╭─ DATA IN THIS EXERCISE
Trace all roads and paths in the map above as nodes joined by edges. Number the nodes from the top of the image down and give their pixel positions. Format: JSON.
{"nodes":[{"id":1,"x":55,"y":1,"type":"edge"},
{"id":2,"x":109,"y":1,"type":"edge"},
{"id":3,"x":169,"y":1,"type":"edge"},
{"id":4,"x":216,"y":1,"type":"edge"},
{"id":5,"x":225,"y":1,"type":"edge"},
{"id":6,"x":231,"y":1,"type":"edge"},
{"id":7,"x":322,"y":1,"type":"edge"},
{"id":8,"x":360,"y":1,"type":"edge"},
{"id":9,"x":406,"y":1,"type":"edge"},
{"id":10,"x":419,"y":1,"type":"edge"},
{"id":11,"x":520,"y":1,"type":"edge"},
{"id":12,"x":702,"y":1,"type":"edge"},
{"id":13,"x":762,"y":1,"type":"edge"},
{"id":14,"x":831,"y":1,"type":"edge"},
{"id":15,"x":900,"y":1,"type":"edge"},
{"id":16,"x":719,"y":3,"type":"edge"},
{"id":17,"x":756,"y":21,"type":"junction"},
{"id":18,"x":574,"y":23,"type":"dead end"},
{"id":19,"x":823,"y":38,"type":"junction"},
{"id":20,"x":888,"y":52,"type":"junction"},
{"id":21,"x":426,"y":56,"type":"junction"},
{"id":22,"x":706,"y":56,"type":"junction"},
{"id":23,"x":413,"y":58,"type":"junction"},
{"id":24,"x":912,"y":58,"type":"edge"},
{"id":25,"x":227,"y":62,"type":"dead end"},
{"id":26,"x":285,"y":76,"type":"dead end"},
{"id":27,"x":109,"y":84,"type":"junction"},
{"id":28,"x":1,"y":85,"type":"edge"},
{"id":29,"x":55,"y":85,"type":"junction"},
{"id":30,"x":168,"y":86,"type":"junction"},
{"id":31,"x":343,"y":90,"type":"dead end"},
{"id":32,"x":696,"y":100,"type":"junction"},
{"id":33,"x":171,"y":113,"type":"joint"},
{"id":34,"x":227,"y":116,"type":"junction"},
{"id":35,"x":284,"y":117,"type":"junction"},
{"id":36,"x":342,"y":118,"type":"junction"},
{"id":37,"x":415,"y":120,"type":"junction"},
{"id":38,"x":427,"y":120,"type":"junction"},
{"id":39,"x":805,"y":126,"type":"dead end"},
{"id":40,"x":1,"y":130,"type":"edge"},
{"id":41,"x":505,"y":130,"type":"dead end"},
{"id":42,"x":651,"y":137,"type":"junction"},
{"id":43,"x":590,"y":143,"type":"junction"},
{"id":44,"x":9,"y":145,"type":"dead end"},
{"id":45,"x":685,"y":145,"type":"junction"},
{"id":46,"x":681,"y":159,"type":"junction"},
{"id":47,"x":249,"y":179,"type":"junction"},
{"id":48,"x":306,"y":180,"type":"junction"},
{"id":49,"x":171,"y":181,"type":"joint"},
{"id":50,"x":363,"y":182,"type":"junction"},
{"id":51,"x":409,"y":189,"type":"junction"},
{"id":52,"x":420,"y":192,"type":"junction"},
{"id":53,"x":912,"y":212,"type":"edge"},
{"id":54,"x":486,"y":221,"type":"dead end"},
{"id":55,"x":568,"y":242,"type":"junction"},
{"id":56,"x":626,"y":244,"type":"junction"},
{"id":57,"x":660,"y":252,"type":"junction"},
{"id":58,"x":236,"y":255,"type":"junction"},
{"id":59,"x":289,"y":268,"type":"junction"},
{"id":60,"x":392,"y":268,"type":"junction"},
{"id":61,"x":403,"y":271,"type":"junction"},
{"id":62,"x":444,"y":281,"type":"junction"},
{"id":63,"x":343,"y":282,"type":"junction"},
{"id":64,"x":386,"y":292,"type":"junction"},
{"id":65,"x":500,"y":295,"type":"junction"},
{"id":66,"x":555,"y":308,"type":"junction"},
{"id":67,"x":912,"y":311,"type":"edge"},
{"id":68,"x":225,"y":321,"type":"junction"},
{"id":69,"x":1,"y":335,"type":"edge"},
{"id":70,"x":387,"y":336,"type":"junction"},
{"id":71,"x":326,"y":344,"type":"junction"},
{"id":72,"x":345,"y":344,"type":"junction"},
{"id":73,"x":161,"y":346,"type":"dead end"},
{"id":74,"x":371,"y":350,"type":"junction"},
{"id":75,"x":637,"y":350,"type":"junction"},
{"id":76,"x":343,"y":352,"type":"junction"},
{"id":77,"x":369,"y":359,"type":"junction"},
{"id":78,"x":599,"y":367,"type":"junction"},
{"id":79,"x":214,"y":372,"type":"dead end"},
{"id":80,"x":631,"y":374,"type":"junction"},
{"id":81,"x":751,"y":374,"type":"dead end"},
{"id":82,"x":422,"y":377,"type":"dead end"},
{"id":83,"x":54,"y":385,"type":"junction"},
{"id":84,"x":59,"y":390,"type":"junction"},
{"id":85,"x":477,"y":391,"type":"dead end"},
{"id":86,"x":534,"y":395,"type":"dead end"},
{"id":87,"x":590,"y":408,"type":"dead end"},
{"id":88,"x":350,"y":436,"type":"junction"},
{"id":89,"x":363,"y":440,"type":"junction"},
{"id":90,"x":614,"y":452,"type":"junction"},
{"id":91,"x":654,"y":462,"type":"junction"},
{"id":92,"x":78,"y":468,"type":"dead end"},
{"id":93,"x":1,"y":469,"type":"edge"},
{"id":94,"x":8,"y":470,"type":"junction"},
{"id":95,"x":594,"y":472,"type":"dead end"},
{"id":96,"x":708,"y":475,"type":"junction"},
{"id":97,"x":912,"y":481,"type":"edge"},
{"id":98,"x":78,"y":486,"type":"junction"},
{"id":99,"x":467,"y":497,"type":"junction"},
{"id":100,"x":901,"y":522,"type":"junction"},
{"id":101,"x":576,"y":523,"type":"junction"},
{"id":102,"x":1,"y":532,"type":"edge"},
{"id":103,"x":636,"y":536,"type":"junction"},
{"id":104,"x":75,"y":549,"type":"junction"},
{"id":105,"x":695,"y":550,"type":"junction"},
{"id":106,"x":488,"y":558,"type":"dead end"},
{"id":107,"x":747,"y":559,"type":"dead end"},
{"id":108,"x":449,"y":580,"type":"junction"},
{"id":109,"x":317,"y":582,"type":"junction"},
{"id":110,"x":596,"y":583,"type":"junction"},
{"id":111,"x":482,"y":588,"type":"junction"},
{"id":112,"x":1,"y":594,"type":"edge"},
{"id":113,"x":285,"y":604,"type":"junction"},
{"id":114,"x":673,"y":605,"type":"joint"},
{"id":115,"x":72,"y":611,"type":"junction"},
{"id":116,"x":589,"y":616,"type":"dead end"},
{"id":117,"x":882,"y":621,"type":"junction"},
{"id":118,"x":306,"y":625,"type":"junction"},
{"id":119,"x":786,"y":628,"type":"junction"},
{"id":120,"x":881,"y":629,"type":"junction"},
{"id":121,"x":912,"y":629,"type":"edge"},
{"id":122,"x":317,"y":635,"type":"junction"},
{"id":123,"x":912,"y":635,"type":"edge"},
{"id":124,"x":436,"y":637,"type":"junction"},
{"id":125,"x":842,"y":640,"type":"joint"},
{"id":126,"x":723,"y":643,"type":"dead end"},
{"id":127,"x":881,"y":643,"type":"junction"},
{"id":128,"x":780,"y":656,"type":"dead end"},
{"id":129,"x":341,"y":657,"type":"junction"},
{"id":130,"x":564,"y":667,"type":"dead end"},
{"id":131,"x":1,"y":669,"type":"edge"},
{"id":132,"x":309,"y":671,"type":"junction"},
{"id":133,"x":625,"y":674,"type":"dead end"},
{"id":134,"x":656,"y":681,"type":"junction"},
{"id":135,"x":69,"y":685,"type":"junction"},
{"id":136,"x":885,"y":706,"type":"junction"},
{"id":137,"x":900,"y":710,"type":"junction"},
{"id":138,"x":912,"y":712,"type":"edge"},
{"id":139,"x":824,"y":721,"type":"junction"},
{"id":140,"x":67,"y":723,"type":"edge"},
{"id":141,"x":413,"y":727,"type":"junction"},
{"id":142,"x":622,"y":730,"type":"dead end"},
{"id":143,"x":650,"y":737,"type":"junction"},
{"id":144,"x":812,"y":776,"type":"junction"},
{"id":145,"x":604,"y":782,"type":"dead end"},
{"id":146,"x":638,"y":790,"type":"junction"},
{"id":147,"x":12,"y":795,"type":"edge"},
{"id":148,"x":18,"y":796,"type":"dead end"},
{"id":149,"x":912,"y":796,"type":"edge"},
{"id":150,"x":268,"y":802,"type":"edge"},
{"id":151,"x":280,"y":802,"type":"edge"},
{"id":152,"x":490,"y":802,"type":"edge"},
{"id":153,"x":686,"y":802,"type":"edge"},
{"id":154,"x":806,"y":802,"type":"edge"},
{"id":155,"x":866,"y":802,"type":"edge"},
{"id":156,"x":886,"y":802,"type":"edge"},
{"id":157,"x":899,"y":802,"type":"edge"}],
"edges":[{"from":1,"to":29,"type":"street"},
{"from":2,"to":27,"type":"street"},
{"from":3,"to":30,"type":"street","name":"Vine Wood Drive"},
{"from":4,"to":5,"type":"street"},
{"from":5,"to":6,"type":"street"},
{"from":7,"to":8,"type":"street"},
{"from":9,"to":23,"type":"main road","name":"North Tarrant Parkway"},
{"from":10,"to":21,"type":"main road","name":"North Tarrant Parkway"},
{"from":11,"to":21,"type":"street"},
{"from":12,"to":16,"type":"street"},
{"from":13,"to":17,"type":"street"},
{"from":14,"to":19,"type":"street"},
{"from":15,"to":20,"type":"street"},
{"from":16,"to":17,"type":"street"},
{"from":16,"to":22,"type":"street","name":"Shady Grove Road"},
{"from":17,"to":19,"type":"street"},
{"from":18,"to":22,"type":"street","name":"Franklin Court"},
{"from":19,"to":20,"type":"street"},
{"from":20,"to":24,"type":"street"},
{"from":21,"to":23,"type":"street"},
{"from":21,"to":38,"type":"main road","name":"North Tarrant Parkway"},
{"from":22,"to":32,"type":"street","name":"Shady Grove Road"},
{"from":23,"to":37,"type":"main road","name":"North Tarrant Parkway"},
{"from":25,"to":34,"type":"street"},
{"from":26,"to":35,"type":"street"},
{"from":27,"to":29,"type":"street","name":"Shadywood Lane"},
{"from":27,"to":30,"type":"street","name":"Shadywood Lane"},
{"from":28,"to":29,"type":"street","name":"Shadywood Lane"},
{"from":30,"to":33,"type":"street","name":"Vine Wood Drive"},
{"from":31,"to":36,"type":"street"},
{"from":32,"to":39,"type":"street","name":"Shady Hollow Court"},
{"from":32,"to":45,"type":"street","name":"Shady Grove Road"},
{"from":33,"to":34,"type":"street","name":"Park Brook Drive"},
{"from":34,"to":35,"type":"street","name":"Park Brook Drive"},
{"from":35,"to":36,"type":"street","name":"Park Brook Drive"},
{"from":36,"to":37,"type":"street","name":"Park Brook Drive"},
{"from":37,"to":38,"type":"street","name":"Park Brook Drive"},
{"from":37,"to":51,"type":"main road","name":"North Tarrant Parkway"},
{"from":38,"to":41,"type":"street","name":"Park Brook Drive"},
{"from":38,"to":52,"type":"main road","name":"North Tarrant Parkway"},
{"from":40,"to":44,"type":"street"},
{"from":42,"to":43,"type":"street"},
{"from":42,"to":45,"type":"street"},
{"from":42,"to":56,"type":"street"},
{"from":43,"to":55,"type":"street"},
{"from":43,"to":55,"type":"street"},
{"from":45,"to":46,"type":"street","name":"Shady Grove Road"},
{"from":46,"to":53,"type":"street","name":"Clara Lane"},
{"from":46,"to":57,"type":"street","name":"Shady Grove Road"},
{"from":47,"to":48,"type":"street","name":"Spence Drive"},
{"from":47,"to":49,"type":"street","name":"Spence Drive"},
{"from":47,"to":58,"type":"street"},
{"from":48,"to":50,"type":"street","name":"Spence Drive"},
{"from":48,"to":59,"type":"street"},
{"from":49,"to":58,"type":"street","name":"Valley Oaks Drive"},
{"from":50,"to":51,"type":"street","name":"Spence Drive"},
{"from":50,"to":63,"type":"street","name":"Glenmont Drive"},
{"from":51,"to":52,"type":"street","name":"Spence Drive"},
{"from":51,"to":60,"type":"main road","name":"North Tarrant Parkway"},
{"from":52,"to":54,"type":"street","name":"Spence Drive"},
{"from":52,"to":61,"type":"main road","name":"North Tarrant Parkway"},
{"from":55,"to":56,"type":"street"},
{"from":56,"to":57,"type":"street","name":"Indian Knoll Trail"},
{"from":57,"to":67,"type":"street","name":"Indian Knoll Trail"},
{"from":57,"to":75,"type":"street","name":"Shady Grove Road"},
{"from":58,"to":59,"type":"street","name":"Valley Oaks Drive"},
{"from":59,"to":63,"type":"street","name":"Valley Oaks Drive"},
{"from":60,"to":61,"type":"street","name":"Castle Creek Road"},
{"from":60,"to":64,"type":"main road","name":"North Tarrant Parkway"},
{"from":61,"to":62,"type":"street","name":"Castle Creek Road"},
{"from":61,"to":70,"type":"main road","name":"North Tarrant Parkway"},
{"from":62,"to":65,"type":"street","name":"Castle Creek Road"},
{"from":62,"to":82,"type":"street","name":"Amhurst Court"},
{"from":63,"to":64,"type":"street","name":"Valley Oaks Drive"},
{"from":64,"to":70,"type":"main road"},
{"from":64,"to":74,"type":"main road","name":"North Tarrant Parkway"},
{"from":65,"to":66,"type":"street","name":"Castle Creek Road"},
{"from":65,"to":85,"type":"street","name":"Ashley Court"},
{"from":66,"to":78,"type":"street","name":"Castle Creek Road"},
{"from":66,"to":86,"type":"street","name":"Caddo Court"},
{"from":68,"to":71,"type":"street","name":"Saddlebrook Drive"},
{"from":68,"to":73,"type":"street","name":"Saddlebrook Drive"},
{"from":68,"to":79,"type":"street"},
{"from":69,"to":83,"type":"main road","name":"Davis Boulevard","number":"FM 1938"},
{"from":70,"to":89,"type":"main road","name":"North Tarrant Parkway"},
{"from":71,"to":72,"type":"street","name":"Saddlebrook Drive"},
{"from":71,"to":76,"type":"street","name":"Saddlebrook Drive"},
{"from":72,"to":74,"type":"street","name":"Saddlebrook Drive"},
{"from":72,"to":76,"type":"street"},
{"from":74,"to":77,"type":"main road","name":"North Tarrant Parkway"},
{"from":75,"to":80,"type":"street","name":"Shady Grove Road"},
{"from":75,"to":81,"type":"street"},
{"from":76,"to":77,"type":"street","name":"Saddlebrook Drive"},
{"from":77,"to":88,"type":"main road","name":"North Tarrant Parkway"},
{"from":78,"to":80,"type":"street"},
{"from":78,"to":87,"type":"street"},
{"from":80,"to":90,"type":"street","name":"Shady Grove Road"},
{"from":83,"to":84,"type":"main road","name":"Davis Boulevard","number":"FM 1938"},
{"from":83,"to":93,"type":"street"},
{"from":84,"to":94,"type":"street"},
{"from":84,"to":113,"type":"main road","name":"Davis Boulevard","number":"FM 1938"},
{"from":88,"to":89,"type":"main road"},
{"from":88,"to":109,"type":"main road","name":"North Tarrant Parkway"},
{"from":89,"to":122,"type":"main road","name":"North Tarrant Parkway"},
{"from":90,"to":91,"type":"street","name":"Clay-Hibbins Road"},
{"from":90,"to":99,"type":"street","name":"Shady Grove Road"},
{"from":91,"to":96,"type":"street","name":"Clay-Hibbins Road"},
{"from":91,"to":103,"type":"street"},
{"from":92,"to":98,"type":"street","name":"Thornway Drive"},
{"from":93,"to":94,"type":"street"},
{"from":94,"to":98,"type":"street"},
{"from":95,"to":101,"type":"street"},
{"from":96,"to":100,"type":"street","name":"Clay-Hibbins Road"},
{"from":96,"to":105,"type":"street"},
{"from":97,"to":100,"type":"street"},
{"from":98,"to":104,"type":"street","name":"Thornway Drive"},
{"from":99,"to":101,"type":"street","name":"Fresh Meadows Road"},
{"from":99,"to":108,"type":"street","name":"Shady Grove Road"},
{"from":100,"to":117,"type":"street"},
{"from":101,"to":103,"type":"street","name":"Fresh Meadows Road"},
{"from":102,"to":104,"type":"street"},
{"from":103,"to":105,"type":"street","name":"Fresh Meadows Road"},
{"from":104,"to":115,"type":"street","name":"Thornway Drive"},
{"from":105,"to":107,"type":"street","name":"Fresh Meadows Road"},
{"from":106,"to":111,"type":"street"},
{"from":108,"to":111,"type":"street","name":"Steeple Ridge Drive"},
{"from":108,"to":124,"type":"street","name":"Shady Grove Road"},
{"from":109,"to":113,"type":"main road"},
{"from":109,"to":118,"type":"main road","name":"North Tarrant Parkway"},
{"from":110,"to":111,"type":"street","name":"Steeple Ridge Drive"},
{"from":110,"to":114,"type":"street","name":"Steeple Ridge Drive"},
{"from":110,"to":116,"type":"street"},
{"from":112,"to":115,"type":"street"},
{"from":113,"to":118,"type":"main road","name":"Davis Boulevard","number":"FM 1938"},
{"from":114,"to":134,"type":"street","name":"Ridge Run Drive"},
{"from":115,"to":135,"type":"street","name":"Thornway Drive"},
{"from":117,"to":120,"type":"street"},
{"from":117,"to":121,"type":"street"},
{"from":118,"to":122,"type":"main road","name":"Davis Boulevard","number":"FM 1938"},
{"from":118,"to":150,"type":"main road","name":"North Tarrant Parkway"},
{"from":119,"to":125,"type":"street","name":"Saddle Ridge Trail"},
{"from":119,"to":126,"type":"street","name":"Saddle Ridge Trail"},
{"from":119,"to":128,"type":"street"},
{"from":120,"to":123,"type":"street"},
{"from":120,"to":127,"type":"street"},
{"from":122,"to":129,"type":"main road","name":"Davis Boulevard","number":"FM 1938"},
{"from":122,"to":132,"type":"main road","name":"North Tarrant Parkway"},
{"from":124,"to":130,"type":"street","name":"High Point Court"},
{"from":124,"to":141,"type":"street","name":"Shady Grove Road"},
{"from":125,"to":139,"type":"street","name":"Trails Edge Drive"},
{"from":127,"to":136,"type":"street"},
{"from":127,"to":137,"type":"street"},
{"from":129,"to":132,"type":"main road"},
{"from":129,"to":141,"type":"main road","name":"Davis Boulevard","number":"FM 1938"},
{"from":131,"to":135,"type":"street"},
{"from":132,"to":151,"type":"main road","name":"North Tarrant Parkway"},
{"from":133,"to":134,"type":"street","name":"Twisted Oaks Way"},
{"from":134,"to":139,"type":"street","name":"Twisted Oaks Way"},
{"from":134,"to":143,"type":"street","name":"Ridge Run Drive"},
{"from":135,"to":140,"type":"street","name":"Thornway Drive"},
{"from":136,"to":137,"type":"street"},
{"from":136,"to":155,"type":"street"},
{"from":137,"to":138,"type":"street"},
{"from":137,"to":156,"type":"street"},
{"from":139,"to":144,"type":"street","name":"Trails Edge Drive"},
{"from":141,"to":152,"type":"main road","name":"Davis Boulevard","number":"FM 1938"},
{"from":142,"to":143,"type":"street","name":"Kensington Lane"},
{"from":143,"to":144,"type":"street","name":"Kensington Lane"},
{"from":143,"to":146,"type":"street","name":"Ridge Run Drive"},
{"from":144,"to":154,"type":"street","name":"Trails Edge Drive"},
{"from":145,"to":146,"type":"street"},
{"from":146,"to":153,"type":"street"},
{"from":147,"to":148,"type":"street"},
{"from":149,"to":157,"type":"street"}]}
╰─
* **PROBLEM REQUIREMENTS**
Look through the entries above; copy every line holding the string "Lane".

* **FINISHED TASK**
{"from":27,"to":29,"type":"street","name":"Shadywood Lane"},
{"from":27,"to":30,"type":"street","name":"Shadywood Lane"},
{"from":28,"to":29,"type":"street","name":"Shadywood Lane"},
{"from":46,"to":53,"type":"street","name":"Clara Lane"},
{"from":142,"to":143,"type":"street","name":"Kensington Lane"},
{"from":143,"to":144,"type":"street","name":"Kensington Lane"},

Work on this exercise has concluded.